Wednesday, 20 August 2008

Betrayed by Judas?

We're back in sequel-land, this time with Judas Unchained by Peter Hamilton, the follow-up to Pandora's Star.



By the end of Pandora's Star, humanity has triggered the collapse of the barrier that surrounds Dyson Alpha, releasing the aliens known as the Primes, and fomenting a devastating attack on Earth's colonies by the Prime known as MorningLightMountain. Meanwhile, only slight progress has been made by Bradley Johansson and Adam Elvin in their attempts to blow the Starflyer conspiracy. And Californian slacker Ozzie has just sailed off of the edge of a water world, seemingly catastrophically.

Judas Unchained begins with these, and many other, threads all up in the air. By its end, the influence of the Starflyer has been revealed, MorningLightMountain has been beaten back to Dyson Alpha and life is returning to normal in the Commonwealth.

While still an enjoyable science fiction romp, firmly in the high opera camp, much of the original novel's promise is, well, diluted by the sequel. First of all, it's far, far too long. While it weighs in only a little longer than the first installment, it replaces set-up and world creation, which are definitely strengths of the first novel, with a long-winded and occasionally tedious unravelling of various plot elements. The unravelling compounds this mistake of being largely action-driven, as if a long chain of fast-paced (i.e. confusing) sequences is somehow a substitute for gradual build-up and scene-setting.

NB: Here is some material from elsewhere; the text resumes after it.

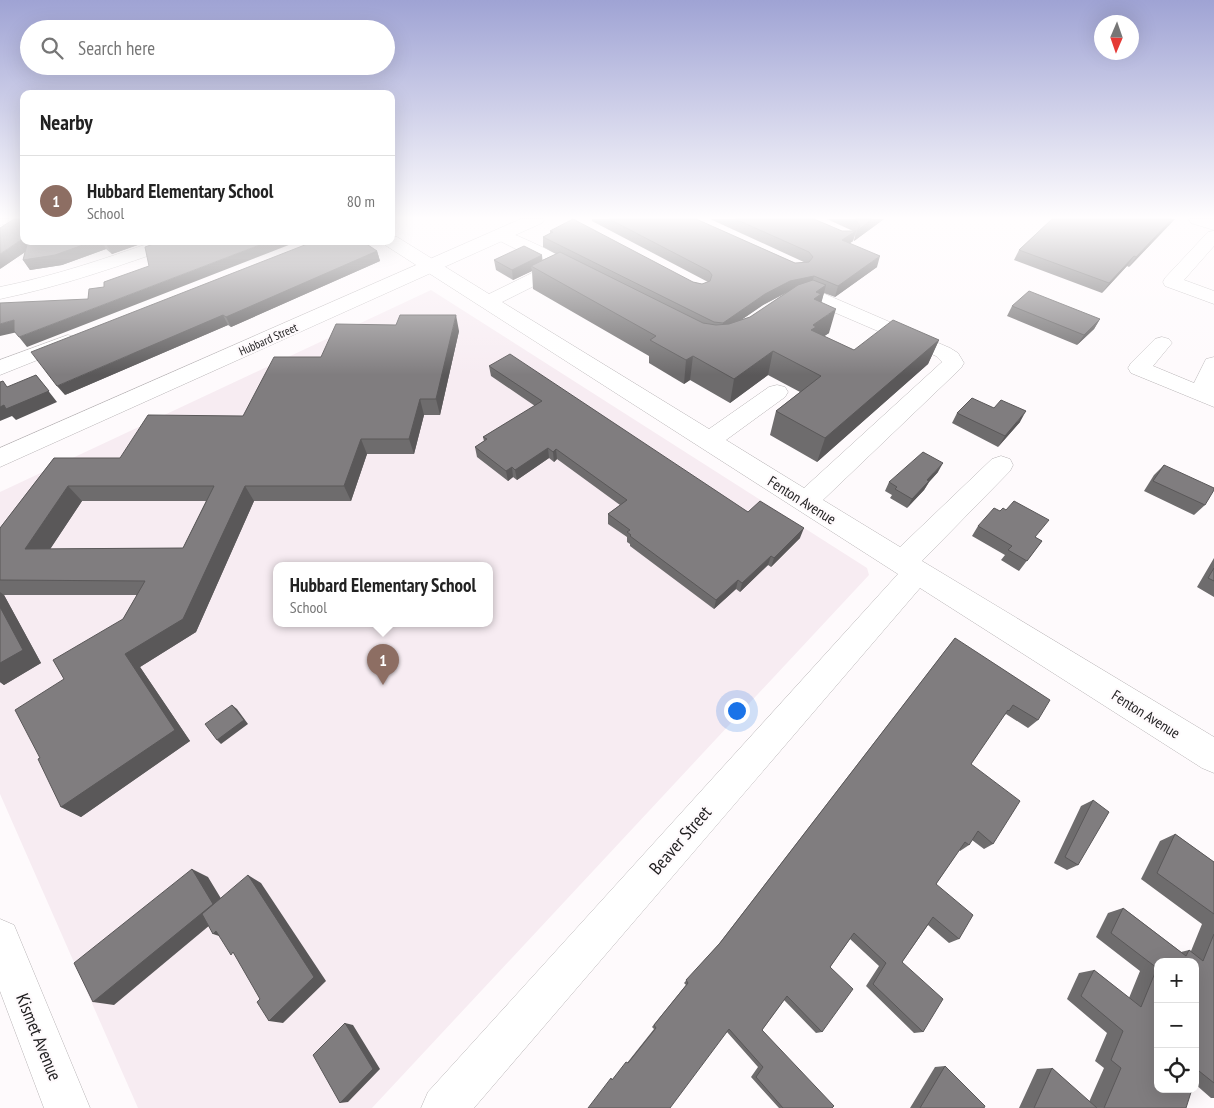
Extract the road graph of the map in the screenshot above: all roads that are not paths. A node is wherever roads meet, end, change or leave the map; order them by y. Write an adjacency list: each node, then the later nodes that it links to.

Another mistake the novel makes, or rather continues, is its rather random switching between long stretches spent in different strands. It's even clearer in the sequel that Hamilton should have broken the strands into shorter sections so that one never completely lost touch with the developments in each. Here, strands can be left unattended for tens of pages, and it's made worse when Hamilton uses the return to a strand an an opportunity to instantaneously bump it forwards a bit. It may have been better to supplant some of the violence-laden passages with actual narrative development.

A bigger disappointment for me was the novel's banishing of two of the more interesting characters to only occasional sidenotes or mentions. The alien MorningLightMountain gets rather short shrift this time around, with the most interesting bits (including its fate) being only hinted at by the end. The artificial intelligence known as the SI gets similar treatment, possibly only so that it can appear a potentially malevolent off-stage actor. The "alien-ness" of both of these in the first novel (which, to be fair, they were also only sketched in) made them far more interesting that most of the human characters. More generally, while setting up a lot of interesting alien species in Pandora's Star, Hamilton simply dispenses with them here.

I'm beginning to sound like a broken record, but if I can raise another flaw in the sequel ... A significant portion of the novel deals with the pursuit of the Starflyer across the planet Far Away, and a key plot point here is that some/one of those doing the pursuing are actually sleeper spies working on behalf of the Starflyer. That's fine at first, except that the cast is gradually whittled down until it consists only of important characters, or those too peripheral for them to be interestingly revealed as Starflyer agents. Hamilton tries to play this for suspense, but he seems to forget that all of these characters, bar one, has been a narrator for the novel's strands. So there's actually no suspense, except that which is accidentally generated by a non-suspenseful situation being drawn out over many dozens of pages. By that point one starts wondering if Hamilton's going to pull a fast one on you. (He doesn't.)

Despite the foregoing, the novel is still fun to read, with some strands being considerably more enjoyable than others. Some of the novel's flaws are those of any sequel: the diminishing returns that inevitably result when a well-crafted world and storyline need to be resolved. Even books like The Lord of the Rings struggle by the time they get to the third book (which, to be fair, is only a separate book because of a publishing decision; actually, in terms of length, the whole thing is shorter than Judas Unchained!). But, as evidenced above, there are flaws beyond those brought on by it simply being a sequel.

Positioning it on the pulp-o-meter, I'd stick with my last assessment and place it somewhere between Neal Asher and Alastair Reynolds. I might even get around to reading some more Hamilton, but as most of his novels seem impressively wide on the shelves of Waterstones, it may be a while before I get back to him.